Da cacciatori a giardinieri, di Rossella Sobrero – Nati Per

Da cacciatori a giardinieri, di Rossella Sobrero

16 Lug 2018

Il punto di vista di Rossella Sobrero, Presidente di Koinetica

Un’organizzazione che intende valorizzare l’impegno sociale e ambientale ha bisogno di comunicare in modo corretto con i propri stakeholder. E le imprese che hanno fatto della sostenibilità un driver strategico hanno compreso che avviare un confronto continuativo con i portatori di interesse migliora la collaborazione, aumenta il livello di competenze, amplia le conoscenze. Far entrare l’opinione degli stakeholder nell’impresa significa aprirsi a nuove opportunità: aiuta la cultura aziendale a innovarsi, rafforza la catena del valore, stimola la creatività dei collaboratori.

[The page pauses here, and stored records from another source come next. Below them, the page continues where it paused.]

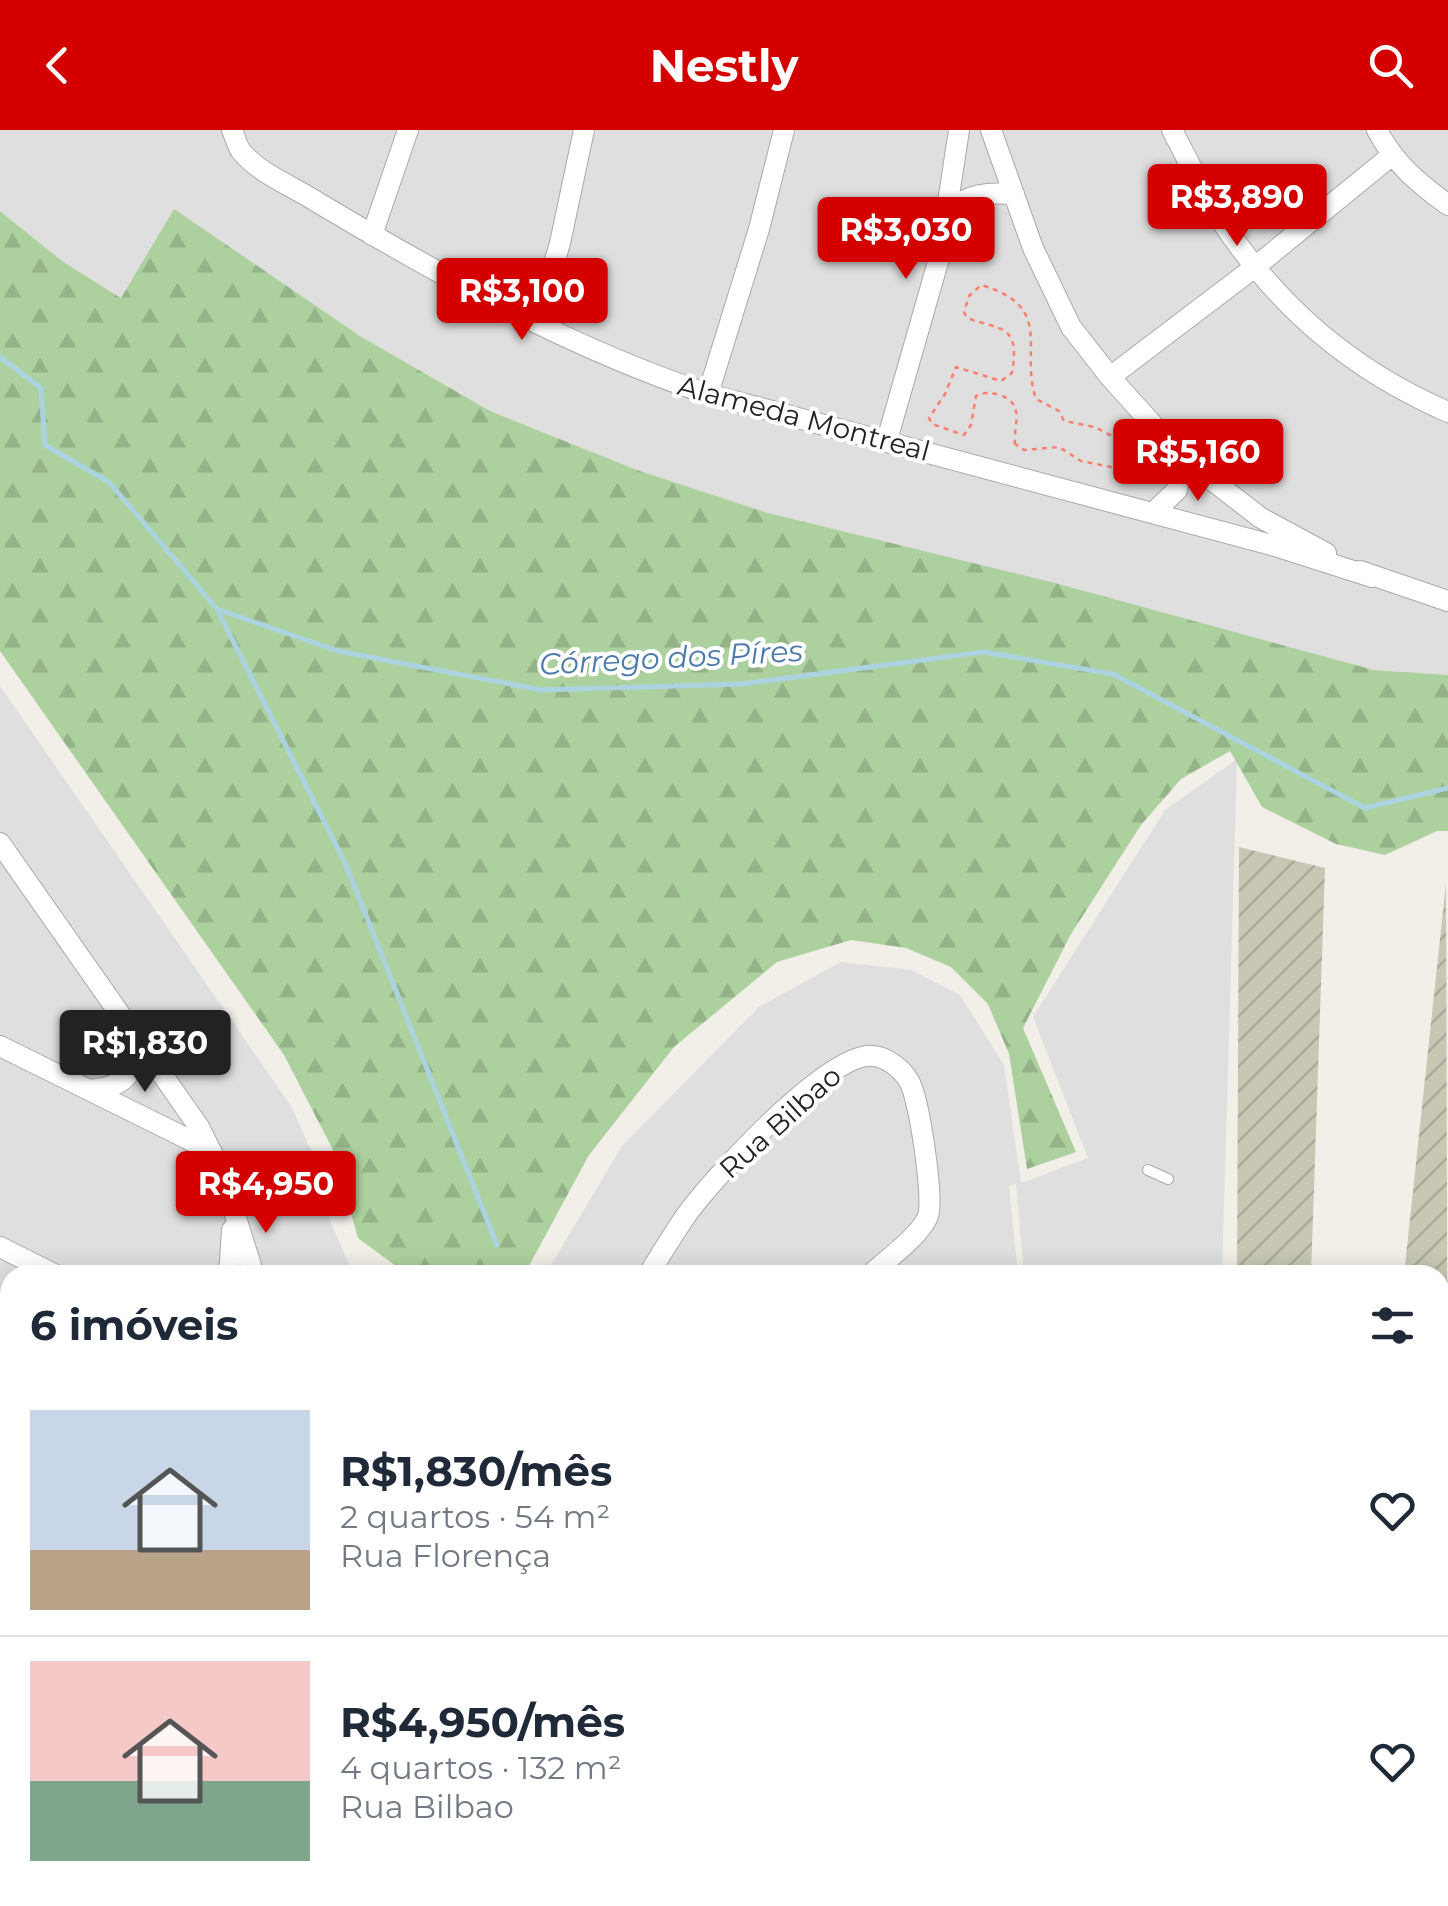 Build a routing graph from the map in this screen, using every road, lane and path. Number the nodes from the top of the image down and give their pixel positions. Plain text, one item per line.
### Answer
1 (232, 130) edge
2 (408, 130) edge
3 (584, 130) edge
4 (784, 130) edge
5 (959, 130) edge
6 (991, 130) edge
7 (1172, 130) edge
8 (1377, 130) edge
9 (1391, 156) junction
10 (1014, 194) junction
11 (1448, 205) edge
12 (948, 210) junction
13 (372, 235) junction
14 (1256, 267) junction
15 (537, 322) junction
16 (1110, 376) junction
17 (708, 394) junction
18 (1448, 412) edge
19 (886, 440) junction
20 (1015, 444) joint
21 (1182, 457) junction
22 (1153, 512) junction
23 (1372, 577) junction
24 (1448, 601) edge
25 (0, 843) edge
26 (138, 1036) junction
27 (0, 1046) edge
28 (88, 1090) junction
29 (210, 1150) junction
30 (1148, 1170) dead end
31 (1168, 1179) dead end
32 (232, 1214) junction
33 (0, 1248) edge
34 (35, 1265) edge
35 (230, 1265) edge
36 (250, 1265) edge
37 (654, 1265) edge
38 (881, 1265) edge

1 - 13 street, Alameda Montreal
2 - 13 street
3 - 15 street
4 - 17 street
5 - 12 street
6 - 10 street
7 - 14 street
8 - 9 street
9 - 11 street
9 - 14 street
10 - 12 street
10 - 16 street
12 - 19 street
13 - 15 street, Alameda Montreal
14 - 16 street
14 - 18 street
15 - 17 street, Alameda Montreal
16 - 21 street
17 - 19 street, Alameda Montreal
19 - 22 street, Alameda Montreal
20 - 20 path
21 - 22 street
21 - 23 street
22 - 23 street, Alameda Montreal
23 - 24 street
25 - 26 street
26 - 28 street
26 - 29 street
27 - 28 street
28 - 29 street
29 - 32 street
30 - 31 lane
32 - 35 street
32 - 36 street
33 - 34 street
37 - 38 street, Rua Bilbao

Lo stakeholder engagement consente di avviare partnership innovative, di creare comunità, di consolidare la reputazione. A patto che questo processo si svolga in una logica di collaborazione e confronto su temi significativi, mettendosi in discussione per superare l’autoreferenzialità.

Un confronto che deve prevedere anche momenti di incontro reali. Per costruire comunità non bastano le piattaforme digitali, se pur utili. Le comunità si basano su relazioni fondate su di un ingrediente importante: la fiducia. In altre parole gli strumenti tecnologici sono importanti ma è necessario creare connessioni basate su principi quali il rispetto, la trasparenza, la condivisione.

Non è solo una questione di comunicazione, ma anche di engagement. Chi comunica non può più considerarsi un cacciatore che deve colpire un target ma un bravo giardiniere che sa coltivare le relazioni. Solo quando il rapporto tra l’impresa e i suoi stakeholder parte da questi principi si può passare dalla comunicazione all’ingaggio. Con risultati positivi per l’impresa, per i suoi pubblici, per la comunità.